LINGERING FRICTIONS

Publication: Fortnight in Review Volume: 8 Issue: 8

If the pending NATO-Russia agreement exemplified the positive side in Russia’s relations with the West, some other developments reflected continuing areas of discord, however. With respect to ties between Moscow and Washington, the most serious involved a lingering trade dispute that had begun with the Bush administration’s March 5 decision to impose tariffs on a wide range of steel imports–including some from Russia.
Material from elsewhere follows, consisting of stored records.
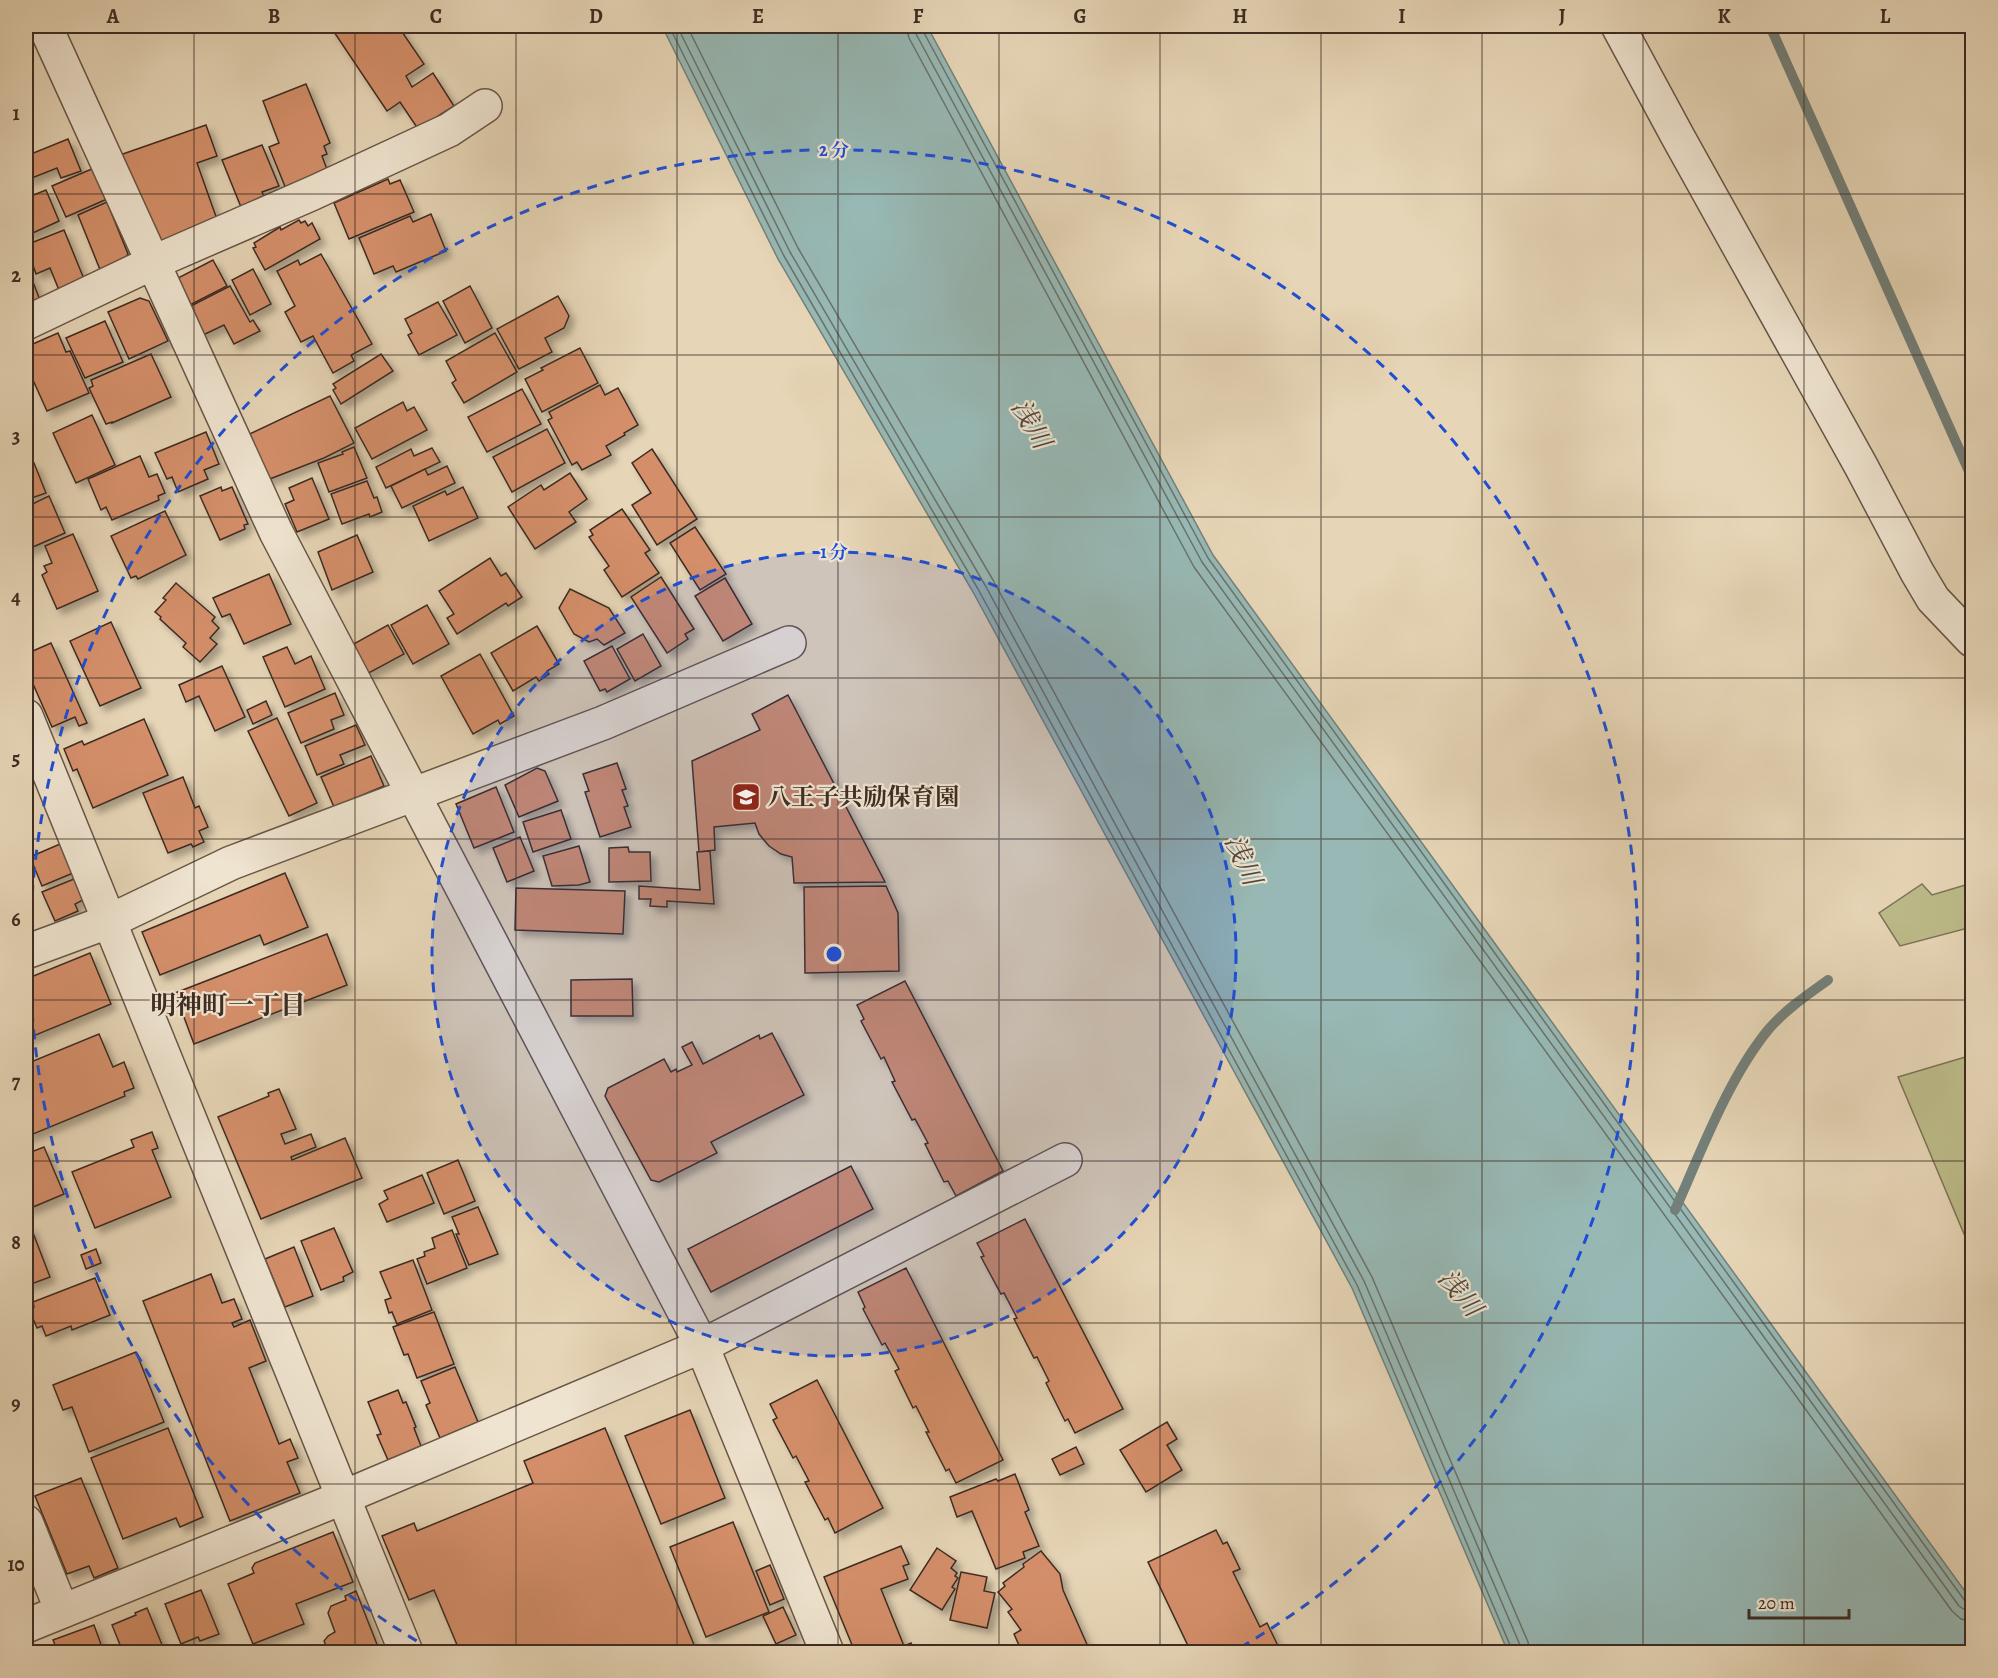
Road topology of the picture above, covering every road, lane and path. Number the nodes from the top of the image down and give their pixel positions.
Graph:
1 (45, 26) edge
2 (1618, 26) edge
3 (485, 106) dead end
4 (152, 263) junction
5 (26, 323) edge
6 (1972, 640) edge
7 (789, 644) dead end
8 (26, 716) edge
9 (413, 794) junction
10 (110, 921) junction
11 (26, 952) edge
12 (1065, 1160) dead end
13 (702, 1346) junction
14 (344, 1497) junction
15 (26, 1522) edge
16 (62, 1611) junction
17 (26, 1626) edge
18 (406, 1653) edge
19 (827, 1653) edge

1 - 4 street
2 - 6 street
3 - 4 street
4 - 5 street
4 - 9 street
7 - 9 street
8 - 10 street
9 - 10 street
9 - 13 street
10 - 11 street
10 - 14 street
12 - 13 street
13 - 14 street
13 - 19 street
14 - 16 street
14 - 18 street
15 - 16 street
16 - 17 street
Moscow struck back by banning U.S. poultry exports to Russia, and despite extensive negotiations, the exertion of considerable pressure by Washington and the signing of a protocol agreement, the dispute remained unresolved as this publication went to press.

Continuing Russian-U.S. tensions were also reflected over the past fortnight in the warm welcome that Moscow accorded to visiting Iranian Foreign Minister Kamal Kharrazi on April 5 as well as in efforts by Baghdad to reverse a Russian decision backing a Bush administration sanctions plan on Iraq and in the sudden eruption of a new spy row. At present the spy case seems unlikely to cause much damage (although that could change if relations between Moscow and Washington turn sour more generally), but Russia’s relations with Iran and Iraq–both listed as part of the Bush administration’s “axis of evil”–remain more of a wildcard, particularly given the mounting conflict in the Middle East. Russia took steps over the past fortnight to back the Bush administration’s latest efforts at quell the violence in the region, but Russia has long had interests divergent from those of the United States there, and it remained unclear what role Moscow would choose to play in the event that conditions in the Middle East and Persian Gulf–not to mention South Asia–went from bad to worse.